2) AI/ML is the wave of the future. If you are not using AI tools to help you do a better job, you better get started. With the availability of AI coding companions such as Amazon CodeWhisperer or GitHub Copilot, you will only benefit from those as a developer. Besides just using AI/ML tools, see how AI / ML can benefit your workload. Is there a need that AI can fill in your product? Will it improve the end-user experience?
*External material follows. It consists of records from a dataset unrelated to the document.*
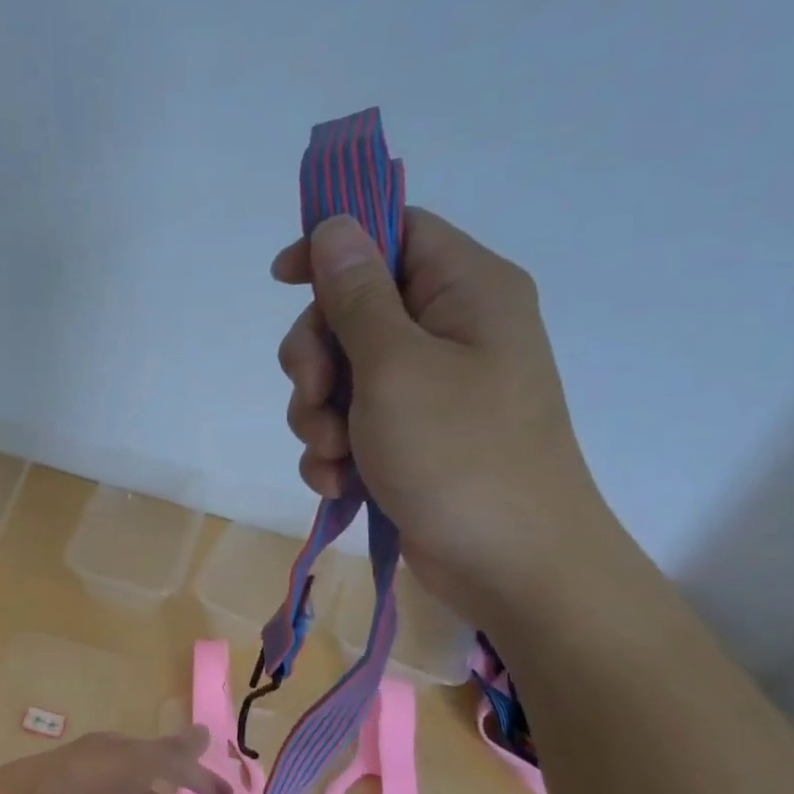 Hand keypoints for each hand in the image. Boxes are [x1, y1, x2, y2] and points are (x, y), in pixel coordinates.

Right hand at [271, 209, 620, 619]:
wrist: (511, 567)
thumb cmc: (459, 454)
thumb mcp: (395, 366)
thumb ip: (357, 295)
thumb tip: (334, 227)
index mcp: (466, 292)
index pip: (394, 233)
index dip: (335, 248)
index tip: (282, 280)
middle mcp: (450, 332)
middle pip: (353, 311)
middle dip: (317, 357)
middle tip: (315, 395)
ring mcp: (429, 390)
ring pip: (342, 375)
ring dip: (319, 415)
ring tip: (334, 454)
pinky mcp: (410, 439)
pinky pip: (351, 424)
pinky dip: (335, 451)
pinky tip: (340, 482)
But also, remember these wise words: “Never use AI unless you need it”.
I am trying to say that do not try to shoehorn AI into your application just because everyone else is doing it.
3) Everything as a code – since everything is in the cloud, everything should also be coded.
If you are not writing your infrastructure as code, you are doing it wrong. If you are not creating configuration elements as code, you are doing it wrong.
You are doing it wrong if you are not adding audits as code. Automate your job away by doing everything as code, and you will be able to reach any scale.
4) The best programming language is the one you are good at. So, pick a language that makes sense and get good at it. Just try not to make that language an esoteric one and stick with the mainstream. Do not worry too much about the latest and greatest and hottest languages, if you know one language well, others will come quickly.